SUPPLIED MATERIAL below:

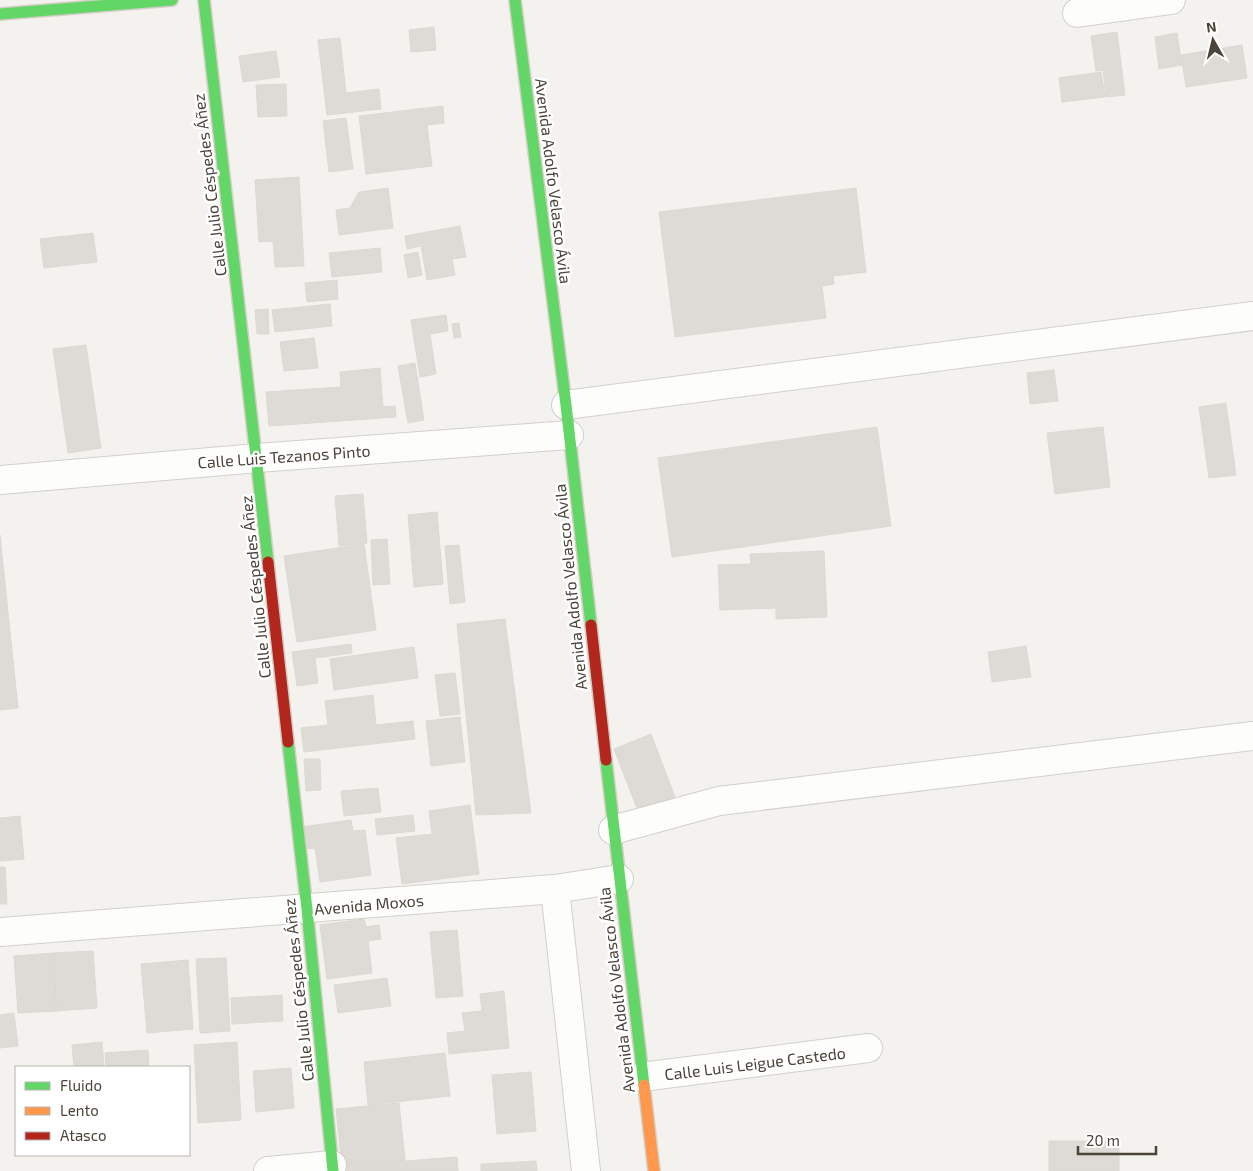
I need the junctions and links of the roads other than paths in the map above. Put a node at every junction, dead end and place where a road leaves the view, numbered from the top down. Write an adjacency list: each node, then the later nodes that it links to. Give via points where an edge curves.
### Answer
1 (172, 0): 6 (main road)
2 (204, 0): 10 (main road, Calle Julio Céspedes Áñez)
3 (515, 0): 8 (main road, Avenida Adolfo Velasco Ávila)
4 (1171, 0): 5 (street)
5 (1077, 12)
6 (0, 14)
7 (1253, 316): 8 (street)
8 (566, 405): 9 (main road, Avenida Adolfo Velasco Ávila)
9 (569, 435): 10 (street, Calle Luis Tezanos Pinto); 13 (main road, Avenida Adolfo Velasco Ávila)
10 (257, 458): 11 (street, Calle Luis Tezanos Pinto); 16 (main road, Calle Julio Céspedes Áñez)
11 (0, 480)
12 (1253, 736): 13 (street, via 719,801)
13 (613, 830): 14 (main road, Avenida Adolfo Velasco Ávila)
14 (619, 879): 15 (street, Avenida Moxos); 19 (main road, Avenida Adolfo Velasco Ávila)
15 (555, 889): 16 (street, Avenida Moxos); 22 (street)
16 (307, 909): 17 (street, Avenida Moxos); 20 (main road, Calle Julio Céspedes Áñez)
17 (0, 932)
18 (868, 1048): 19 (street, Calle Luis Leigue Castedo)
19 (642, 1077): 23 (main road, Avenida Adolfo Velasco Ávila)
20 (333, 1168): 21 (street)
21 (268, 1171)
22 (586, 1171)
23 (654, 1171)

End of SUPPLIED MATERIAL.

* EXERCISE BRIEF:
Retype the data above exactly, dropping every picture.

* SOLUTION TO THE EXERCISE:
I need the junctions and links of the roads other than paths in the map above. Put a node at every junction, dead end and place where a road leaves the view, numbered from the top down. Write an adjacency list: each node, then the later nodes that it links to. Give via points where an edge curves.
### Answer
1 (172, 0): 6 (main road)
2 (204, 0): 10 (main road, Calle Julio Céspedes Áñez)
3 (515, 0): 8 (main road, Avenida Adolfo Velasco Ávila)
4 (1171, 0): 5 (street)
5 (1077, 12)
6 (0, 14)
7 (1253, 316): 8 (street)
8 (566, 405): 9 (main road, Avenida Adolfo Velasco Ávila)
9 (569, 435): 10 (street, Calle Luis Tezanos Pinto); 13 (main road, Avenida Adolfo Velasco Ávila)
10 (257, 458): 11 (street, Calle Luis Tezanos Pinto); 16 (main road, Calle Julio Céspedes Áñez)
11 (0, 480)
12 (1253, 736): 13 (street, via 719,801)
13 (613, 830): 14 (main road, Avenida Adolfo Velasco Ávila)
14 (619, 879): 15 (street, Avenida Moxos); 19 (main road, Avenida Adolfo Velasco Ávila)
15 (555, 889): 16 (street, Avenida Moxos); 22 (street)
16 (307, 909): 17 (street, Avenida Moxos); 20 (main road, Calle Julio Céspedes Áñez)
17 (0, 932)
18 (868, 1048): 19 (street, Calle Luis Leigue Castedo)
19 (642, 1077): 23 (main road, Avenida Adolfo Velasco Ávila)
20 (333, 1168): 21 (street)
21 (268, 1171)
22 (586, 1171)
23 (654, 1171)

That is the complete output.